There have been reports about the unfair practices in admission and related matters by institutions for higher education and exploiting students by charging capitation fee. This was confirmed by HRD Minister Smriti Irani in a written reply to the Lok Sabha question on 9th July.
The AICTE has informed that in 02 cases collection of capitation fee was proved. It has imposed stiff penalties and directed refund of the capitation fee amount.
UGC has informed that it has taken up the complaints with the appropriate authorities of the concerned institutions and also with the Central Bureau of Investigation in one case for necessary action.
The Government has taken various measures to curb the commercialization of higher education. Accordingly, the UGC has issued the UGC Establishment and Maintenance of Standards in Private Universities, 2003. Para 3.9 of these regulations provide that “the admission procedure and fixation of fees shall be in accordance with the norms/guidelines prescribed by the UGC and other concerned statutory bodies.

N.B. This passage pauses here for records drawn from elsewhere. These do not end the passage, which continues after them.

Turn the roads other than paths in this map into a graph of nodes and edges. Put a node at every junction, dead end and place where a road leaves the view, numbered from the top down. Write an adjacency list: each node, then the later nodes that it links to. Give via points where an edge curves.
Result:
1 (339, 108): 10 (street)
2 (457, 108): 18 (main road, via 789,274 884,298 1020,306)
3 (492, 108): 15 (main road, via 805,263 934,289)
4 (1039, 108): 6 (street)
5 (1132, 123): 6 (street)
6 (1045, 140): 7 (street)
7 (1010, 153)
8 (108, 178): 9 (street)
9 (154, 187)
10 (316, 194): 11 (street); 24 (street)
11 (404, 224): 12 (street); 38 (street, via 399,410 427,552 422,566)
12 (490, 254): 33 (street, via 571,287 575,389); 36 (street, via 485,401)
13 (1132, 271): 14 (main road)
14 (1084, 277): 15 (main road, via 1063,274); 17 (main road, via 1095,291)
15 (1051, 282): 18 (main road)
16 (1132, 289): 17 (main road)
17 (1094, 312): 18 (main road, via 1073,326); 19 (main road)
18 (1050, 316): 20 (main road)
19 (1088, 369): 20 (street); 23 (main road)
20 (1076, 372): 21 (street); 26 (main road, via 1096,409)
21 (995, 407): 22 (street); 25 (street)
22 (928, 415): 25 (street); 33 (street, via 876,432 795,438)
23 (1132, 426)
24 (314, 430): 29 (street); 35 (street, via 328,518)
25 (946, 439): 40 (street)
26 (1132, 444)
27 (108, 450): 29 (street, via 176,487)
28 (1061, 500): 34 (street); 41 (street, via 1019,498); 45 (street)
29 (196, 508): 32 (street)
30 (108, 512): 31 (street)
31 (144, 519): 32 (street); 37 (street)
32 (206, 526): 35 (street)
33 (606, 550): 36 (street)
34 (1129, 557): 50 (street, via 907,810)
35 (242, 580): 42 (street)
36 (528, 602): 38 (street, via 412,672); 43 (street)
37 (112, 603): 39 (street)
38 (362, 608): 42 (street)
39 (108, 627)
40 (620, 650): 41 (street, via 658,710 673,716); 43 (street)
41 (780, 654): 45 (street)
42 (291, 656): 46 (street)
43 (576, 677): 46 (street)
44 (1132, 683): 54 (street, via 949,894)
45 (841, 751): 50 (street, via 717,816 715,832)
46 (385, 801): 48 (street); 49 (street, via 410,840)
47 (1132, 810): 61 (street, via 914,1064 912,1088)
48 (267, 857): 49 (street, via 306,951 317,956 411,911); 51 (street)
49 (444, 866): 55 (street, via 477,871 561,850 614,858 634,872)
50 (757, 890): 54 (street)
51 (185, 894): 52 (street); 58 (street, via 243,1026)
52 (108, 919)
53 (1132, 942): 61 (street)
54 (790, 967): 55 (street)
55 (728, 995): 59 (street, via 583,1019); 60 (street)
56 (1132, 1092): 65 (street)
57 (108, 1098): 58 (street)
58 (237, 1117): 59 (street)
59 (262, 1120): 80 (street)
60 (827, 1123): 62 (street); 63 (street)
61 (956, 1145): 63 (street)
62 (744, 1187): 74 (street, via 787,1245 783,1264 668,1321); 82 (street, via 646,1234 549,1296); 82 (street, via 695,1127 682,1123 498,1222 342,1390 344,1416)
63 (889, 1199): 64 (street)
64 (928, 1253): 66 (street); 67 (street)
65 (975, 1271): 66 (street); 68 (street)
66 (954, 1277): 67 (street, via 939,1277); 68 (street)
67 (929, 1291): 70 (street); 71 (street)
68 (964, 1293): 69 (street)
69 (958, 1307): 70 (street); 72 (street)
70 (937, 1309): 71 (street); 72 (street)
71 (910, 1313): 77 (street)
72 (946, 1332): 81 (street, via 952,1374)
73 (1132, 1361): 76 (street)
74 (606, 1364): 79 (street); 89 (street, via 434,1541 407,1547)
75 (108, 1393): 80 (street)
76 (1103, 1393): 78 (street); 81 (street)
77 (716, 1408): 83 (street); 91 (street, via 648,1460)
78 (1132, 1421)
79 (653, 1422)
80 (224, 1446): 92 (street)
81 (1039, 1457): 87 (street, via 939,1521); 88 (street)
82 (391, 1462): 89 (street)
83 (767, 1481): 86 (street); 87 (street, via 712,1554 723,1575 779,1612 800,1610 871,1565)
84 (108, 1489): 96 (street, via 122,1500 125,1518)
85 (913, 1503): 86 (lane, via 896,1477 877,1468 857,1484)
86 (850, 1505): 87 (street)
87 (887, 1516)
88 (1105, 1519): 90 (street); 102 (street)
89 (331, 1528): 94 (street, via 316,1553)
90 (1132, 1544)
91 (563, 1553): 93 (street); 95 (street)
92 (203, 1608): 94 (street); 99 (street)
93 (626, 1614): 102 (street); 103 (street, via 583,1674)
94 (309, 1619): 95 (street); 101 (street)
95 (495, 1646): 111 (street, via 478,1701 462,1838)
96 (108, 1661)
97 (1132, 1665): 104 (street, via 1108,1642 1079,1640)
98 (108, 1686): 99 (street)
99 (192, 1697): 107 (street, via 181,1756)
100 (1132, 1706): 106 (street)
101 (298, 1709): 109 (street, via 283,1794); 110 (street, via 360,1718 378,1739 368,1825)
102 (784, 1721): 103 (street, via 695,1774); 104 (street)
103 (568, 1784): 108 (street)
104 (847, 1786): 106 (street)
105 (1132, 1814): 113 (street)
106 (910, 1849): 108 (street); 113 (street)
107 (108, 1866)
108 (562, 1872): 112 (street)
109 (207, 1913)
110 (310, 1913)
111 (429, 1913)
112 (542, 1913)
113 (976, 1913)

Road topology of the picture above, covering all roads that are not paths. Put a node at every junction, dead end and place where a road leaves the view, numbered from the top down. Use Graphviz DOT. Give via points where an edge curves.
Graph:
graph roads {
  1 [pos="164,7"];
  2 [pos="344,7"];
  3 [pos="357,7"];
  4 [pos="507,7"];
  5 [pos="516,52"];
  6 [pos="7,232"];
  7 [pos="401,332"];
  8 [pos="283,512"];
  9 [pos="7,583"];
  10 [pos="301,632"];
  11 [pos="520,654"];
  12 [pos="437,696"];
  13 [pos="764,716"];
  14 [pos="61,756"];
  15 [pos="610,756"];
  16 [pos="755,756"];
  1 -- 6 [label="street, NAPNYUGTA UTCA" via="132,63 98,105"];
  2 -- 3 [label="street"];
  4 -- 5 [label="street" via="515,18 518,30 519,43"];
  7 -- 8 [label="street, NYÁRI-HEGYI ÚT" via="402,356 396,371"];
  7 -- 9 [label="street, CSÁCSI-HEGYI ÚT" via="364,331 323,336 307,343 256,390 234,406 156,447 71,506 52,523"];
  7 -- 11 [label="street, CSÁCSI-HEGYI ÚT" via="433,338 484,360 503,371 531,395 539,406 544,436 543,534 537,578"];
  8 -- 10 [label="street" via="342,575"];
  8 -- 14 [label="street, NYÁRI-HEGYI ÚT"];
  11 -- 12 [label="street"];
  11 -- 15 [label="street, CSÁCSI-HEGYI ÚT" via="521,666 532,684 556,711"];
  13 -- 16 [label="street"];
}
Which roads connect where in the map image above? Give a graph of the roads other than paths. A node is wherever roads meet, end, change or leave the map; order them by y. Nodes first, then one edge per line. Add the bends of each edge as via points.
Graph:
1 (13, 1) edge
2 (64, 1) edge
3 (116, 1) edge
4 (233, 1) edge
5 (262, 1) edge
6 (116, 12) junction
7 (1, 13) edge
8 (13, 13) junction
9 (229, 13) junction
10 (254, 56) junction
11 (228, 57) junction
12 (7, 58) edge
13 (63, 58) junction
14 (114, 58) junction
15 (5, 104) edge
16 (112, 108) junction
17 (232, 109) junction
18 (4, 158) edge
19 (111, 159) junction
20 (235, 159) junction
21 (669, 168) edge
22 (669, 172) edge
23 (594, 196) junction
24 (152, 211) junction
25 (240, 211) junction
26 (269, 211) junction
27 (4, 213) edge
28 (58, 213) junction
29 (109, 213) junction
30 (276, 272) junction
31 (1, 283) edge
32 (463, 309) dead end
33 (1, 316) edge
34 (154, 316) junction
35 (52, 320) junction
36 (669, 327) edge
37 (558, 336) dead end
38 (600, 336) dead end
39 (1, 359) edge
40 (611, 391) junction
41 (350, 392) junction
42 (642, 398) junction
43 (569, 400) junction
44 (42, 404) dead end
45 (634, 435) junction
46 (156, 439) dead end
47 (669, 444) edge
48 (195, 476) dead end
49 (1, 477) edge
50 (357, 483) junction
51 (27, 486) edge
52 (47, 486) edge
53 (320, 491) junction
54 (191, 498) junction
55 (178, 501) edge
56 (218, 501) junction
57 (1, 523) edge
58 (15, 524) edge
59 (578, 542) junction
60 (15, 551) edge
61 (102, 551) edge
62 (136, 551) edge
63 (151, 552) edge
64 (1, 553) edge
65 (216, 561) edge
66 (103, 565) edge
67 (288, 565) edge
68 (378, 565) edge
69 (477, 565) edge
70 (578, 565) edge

The UGC has also issued the UGC (Institutions Deemed-to- be Universities) Regulations 2010. Para 6.5 of these Regulations provides that, “the level of the fees charged for the courses offered in deemed-to-be universities shall have a reasonable relation to the cost of running the course. The fee structure shall be displayed in the prospectus and on the institution’s website”. The UGC has further issued the UGC (Institutions Deemed-to- be Universities) (Amendment) Regulations 2014. According to these amended regulations the deemed to be universities have to mandatorily publish a Prospectus before commencement of admission process indicating the details of the fee structure, the number of seats approved for each course, the age limit prescribed for candidates etc. The regulations prohibit such universities from publishing any advertisement inducing students for taking admission claiming to be recognized by appropriate authority where it is not so recognized.